Because water is a finite resource, especially out here in the West, where we often find ourselves in a drought, we have to follow the rules with water distribution.
Amount, Purpose, and Requirements
The total amount we take from the source can not exceed 162,221 acre-feet per year. The total amounts for beneficial use can not exceed 164,531 acre-feet per year.
We also must make all the water rights information available to the public. This is required to be reported annually.
We also must calibrate and certify the accuracy of our water measurement systems every five years since the passage of Senate Bill 88 in 2015.. In addition, according to that same bill, we must collect data hourly. View the hourly data for our watersheds, click here.

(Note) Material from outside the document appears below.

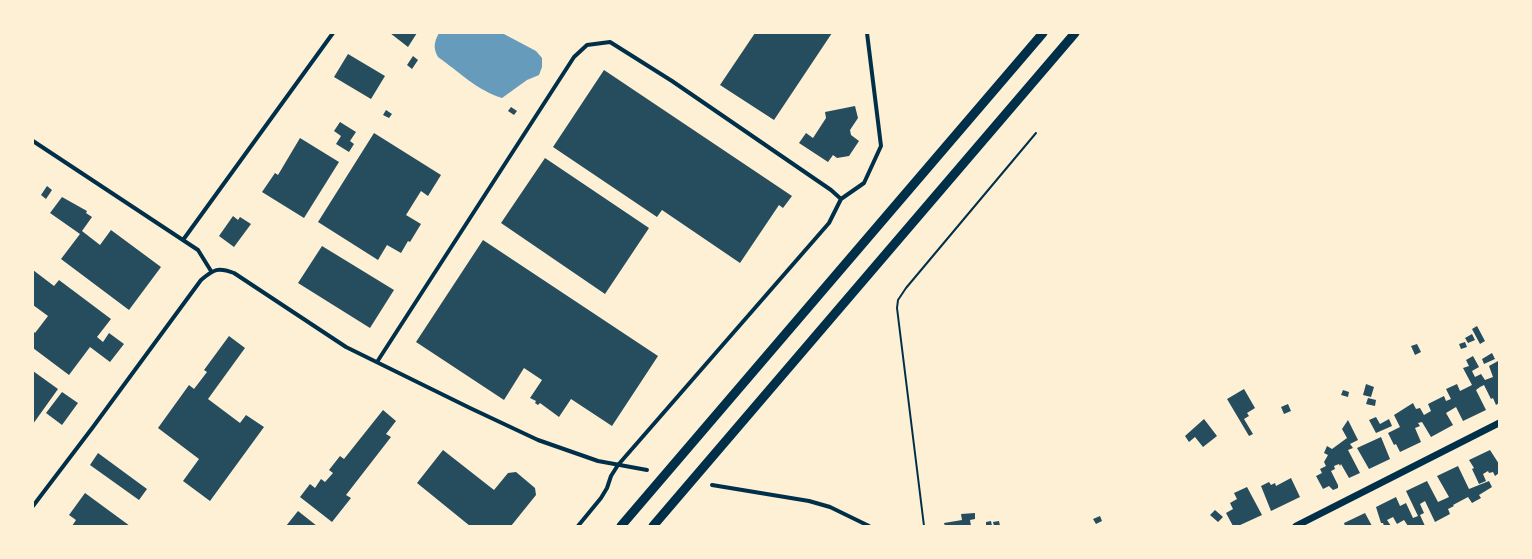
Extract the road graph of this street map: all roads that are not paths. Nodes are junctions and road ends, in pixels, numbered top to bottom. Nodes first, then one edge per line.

We must meet the California Environmental Quality Act requirements for any proposed projects the Nevada Irrigation District wants to pursue. This act requires the environmental impacts of proposed projects to be disclosed to the public for consideration.
We will do an Environmental Impact Report for each potential project to identify possible impacts and propose clear mitigation measures to combat any negative effects. The public then has several opportunities to comment on the proposed project.
Plan for Water
Currently, our big project is Plan for Water. So far, we have held five workshops where the public has been invited to participate. There will be many more workshops as we cover 11 stages where questions and concerns can be addressed. This is your water, and as such, we hope you will want to participate and ask questions to help us plan for the next 50 years.
We can increase everyone's understanding of water resource challenges and the community's long-term plans and priorities by working together with the public.